The word "circle" marks the lines you need; copy each of them from the data.

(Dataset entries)
--*--

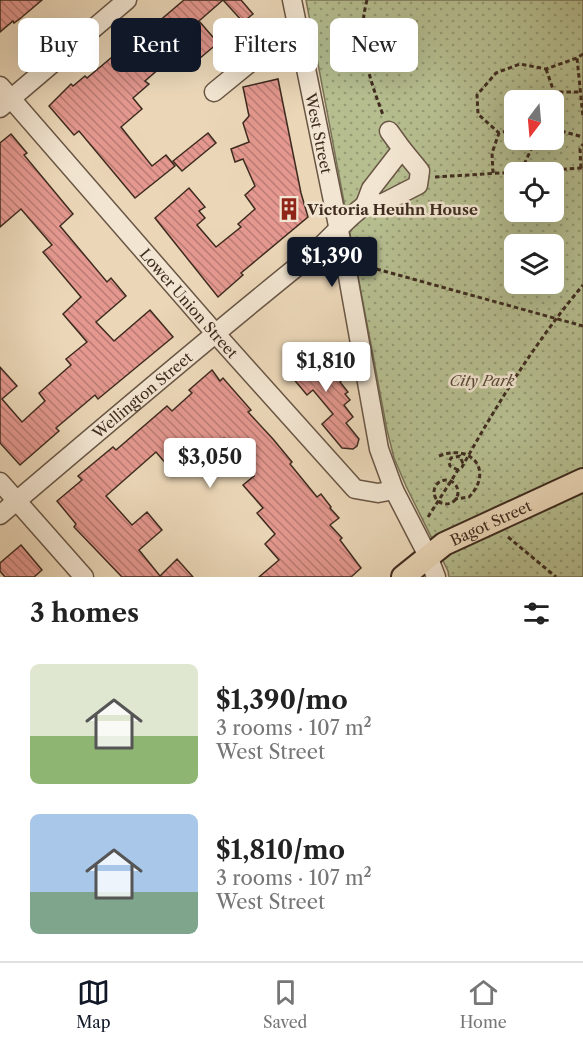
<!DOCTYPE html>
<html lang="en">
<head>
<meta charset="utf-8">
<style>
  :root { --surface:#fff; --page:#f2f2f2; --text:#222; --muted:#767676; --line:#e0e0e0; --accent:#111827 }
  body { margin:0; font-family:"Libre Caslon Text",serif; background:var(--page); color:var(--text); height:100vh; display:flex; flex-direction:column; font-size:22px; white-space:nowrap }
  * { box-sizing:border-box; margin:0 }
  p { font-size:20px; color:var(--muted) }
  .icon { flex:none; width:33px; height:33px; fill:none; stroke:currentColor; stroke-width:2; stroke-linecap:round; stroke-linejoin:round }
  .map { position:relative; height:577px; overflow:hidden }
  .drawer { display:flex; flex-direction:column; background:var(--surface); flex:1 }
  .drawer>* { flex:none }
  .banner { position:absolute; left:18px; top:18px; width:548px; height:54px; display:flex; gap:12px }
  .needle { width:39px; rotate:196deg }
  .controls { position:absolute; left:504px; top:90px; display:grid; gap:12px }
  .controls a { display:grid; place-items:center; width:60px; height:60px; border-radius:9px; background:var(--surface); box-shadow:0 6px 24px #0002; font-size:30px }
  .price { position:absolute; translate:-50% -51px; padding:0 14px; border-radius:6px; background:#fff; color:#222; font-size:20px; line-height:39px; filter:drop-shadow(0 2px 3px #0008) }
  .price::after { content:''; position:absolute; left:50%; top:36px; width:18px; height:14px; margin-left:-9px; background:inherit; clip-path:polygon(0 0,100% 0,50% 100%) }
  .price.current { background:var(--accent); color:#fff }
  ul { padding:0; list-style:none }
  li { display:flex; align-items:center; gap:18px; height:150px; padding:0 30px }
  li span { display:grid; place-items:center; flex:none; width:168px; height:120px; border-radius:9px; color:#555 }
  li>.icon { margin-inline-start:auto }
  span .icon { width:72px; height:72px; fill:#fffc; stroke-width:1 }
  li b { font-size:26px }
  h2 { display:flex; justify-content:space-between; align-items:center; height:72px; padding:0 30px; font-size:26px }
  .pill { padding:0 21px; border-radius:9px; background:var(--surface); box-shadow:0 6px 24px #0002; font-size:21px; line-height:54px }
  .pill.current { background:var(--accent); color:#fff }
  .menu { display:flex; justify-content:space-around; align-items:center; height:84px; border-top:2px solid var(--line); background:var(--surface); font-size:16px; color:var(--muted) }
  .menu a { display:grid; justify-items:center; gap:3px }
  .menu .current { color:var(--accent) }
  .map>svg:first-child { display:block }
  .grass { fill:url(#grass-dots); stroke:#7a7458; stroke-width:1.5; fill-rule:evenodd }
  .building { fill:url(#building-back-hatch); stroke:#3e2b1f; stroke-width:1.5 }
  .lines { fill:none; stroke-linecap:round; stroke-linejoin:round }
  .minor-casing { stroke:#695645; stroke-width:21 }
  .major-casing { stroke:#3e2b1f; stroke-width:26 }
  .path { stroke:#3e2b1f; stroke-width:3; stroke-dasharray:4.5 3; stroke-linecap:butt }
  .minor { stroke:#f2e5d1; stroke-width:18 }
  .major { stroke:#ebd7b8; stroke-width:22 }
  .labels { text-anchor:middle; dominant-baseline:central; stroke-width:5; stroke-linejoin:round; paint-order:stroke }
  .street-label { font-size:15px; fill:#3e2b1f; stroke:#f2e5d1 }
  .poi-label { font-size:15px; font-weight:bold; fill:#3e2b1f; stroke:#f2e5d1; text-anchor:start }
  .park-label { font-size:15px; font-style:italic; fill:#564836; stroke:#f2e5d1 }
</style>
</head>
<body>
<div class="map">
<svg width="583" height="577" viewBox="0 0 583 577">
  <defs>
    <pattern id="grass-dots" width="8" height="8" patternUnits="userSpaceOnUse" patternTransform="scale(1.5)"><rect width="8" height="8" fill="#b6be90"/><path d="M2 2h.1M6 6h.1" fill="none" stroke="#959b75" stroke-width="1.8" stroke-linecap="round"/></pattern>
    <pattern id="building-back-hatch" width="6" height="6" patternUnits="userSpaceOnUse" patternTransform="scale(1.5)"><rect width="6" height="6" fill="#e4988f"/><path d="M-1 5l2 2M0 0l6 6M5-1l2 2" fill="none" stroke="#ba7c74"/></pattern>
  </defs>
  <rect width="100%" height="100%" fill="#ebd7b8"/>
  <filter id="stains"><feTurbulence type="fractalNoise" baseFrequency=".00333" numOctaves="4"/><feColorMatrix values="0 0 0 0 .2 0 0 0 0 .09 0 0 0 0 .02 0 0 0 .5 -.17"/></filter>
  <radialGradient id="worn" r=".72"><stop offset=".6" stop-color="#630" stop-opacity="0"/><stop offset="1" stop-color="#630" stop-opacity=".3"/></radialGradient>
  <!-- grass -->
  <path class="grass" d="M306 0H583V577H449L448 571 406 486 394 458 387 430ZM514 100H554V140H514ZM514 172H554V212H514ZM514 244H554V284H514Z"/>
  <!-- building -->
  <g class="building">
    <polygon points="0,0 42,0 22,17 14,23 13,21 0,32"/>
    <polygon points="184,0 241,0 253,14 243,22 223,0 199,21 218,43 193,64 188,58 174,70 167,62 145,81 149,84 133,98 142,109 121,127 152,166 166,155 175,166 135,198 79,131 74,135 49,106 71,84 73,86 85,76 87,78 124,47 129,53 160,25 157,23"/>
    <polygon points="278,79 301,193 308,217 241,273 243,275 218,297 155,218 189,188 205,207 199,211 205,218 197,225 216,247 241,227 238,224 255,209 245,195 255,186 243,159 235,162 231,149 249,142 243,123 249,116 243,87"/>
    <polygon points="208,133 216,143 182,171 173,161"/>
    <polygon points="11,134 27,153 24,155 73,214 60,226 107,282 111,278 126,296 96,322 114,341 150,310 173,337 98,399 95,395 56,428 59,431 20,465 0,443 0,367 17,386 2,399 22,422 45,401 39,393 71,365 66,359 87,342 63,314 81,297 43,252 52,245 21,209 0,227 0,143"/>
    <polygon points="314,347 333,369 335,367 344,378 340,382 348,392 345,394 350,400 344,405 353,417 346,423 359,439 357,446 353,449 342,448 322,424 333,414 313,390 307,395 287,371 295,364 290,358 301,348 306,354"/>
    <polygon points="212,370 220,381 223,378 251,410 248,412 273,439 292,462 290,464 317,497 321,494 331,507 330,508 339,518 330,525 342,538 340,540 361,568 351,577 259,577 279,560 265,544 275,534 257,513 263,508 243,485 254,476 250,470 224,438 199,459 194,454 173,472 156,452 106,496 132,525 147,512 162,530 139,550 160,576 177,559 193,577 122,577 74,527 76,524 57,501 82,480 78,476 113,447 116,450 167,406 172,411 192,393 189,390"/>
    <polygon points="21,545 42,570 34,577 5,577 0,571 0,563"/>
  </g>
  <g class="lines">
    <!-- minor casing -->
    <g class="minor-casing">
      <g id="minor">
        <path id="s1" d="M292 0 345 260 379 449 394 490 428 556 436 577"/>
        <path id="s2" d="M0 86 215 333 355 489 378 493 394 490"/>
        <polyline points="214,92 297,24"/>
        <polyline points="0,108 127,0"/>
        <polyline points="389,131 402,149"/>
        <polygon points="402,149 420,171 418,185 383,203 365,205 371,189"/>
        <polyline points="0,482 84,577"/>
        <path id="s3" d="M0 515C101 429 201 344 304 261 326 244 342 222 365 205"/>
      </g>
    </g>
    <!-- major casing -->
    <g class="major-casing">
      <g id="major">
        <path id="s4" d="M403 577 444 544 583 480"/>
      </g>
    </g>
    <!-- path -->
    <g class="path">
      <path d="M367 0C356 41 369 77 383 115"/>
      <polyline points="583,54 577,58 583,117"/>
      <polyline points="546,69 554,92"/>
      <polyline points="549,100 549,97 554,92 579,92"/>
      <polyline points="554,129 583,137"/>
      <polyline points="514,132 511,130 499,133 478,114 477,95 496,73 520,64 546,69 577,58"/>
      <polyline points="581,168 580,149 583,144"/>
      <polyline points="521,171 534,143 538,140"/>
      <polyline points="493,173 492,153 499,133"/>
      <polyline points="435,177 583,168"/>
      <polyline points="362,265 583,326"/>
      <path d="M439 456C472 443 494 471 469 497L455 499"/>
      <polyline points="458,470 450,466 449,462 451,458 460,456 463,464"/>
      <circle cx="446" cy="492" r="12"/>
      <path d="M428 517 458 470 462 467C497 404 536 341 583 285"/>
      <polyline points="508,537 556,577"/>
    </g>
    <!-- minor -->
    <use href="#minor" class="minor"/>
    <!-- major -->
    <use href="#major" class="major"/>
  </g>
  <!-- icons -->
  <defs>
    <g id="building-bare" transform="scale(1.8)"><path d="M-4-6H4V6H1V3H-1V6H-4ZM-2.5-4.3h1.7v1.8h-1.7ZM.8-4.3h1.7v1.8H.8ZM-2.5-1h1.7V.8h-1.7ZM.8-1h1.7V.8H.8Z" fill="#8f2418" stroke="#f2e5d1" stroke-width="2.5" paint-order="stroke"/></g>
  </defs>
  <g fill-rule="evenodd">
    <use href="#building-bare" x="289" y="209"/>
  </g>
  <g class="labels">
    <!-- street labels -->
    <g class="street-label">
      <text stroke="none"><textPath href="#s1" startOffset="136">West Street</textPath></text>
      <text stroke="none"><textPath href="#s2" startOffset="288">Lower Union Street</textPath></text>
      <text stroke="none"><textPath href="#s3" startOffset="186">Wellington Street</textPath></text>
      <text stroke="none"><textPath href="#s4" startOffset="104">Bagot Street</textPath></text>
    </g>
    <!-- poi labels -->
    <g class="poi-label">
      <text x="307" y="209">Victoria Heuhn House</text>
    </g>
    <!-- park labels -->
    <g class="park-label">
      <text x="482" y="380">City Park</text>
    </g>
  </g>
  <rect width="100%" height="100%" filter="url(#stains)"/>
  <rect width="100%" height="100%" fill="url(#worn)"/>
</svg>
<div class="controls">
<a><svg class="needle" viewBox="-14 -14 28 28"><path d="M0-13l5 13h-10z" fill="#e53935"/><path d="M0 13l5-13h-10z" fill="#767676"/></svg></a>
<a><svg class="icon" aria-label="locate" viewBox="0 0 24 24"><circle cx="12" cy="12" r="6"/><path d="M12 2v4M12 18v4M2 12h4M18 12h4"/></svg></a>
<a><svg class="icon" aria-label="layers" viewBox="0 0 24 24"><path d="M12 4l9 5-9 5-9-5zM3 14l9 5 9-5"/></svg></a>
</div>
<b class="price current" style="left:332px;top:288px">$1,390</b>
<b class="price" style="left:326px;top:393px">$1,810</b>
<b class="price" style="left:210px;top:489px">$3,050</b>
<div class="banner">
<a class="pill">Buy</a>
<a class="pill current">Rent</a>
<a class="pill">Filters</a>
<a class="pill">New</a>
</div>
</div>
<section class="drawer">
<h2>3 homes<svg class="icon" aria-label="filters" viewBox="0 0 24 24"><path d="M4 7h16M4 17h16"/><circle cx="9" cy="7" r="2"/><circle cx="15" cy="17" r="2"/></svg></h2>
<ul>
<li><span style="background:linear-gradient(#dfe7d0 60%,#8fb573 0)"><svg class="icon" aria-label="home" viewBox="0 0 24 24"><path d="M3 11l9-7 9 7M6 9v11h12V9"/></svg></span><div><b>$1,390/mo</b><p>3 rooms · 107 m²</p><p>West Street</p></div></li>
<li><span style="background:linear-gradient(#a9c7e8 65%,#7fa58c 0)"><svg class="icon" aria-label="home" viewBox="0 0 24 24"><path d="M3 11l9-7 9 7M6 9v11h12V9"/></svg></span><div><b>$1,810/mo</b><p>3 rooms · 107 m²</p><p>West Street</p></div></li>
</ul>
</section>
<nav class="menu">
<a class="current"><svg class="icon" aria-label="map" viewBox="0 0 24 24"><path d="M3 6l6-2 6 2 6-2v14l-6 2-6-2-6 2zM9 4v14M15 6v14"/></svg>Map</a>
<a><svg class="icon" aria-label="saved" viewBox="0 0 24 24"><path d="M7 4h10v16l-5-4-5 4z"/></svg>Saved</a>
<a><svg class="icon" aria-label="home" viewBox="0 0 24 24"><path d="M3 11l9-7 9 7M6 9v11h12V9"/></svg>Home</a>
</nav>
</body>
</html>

--*--

• **Answer box**:
      <circle cx="446" cy="492" r="12"/>
<a><svg class="icon" aria-label="locate" viewBox="0 0 24 24"><circle cx="12" cy="12" r="6"/><path d="M12 2v4M12 18v4M2 12h4M18 12h4"/></svg></a>
<h2>3 homes<svg class="icon" aria-label="filters" viewBox="0 0 24 24"><path d="M4 7h16M4 17h16"/><circle cx="9" cy="7" r="2"/><circle cx="15" cy="17" r="2"/></svg></h2>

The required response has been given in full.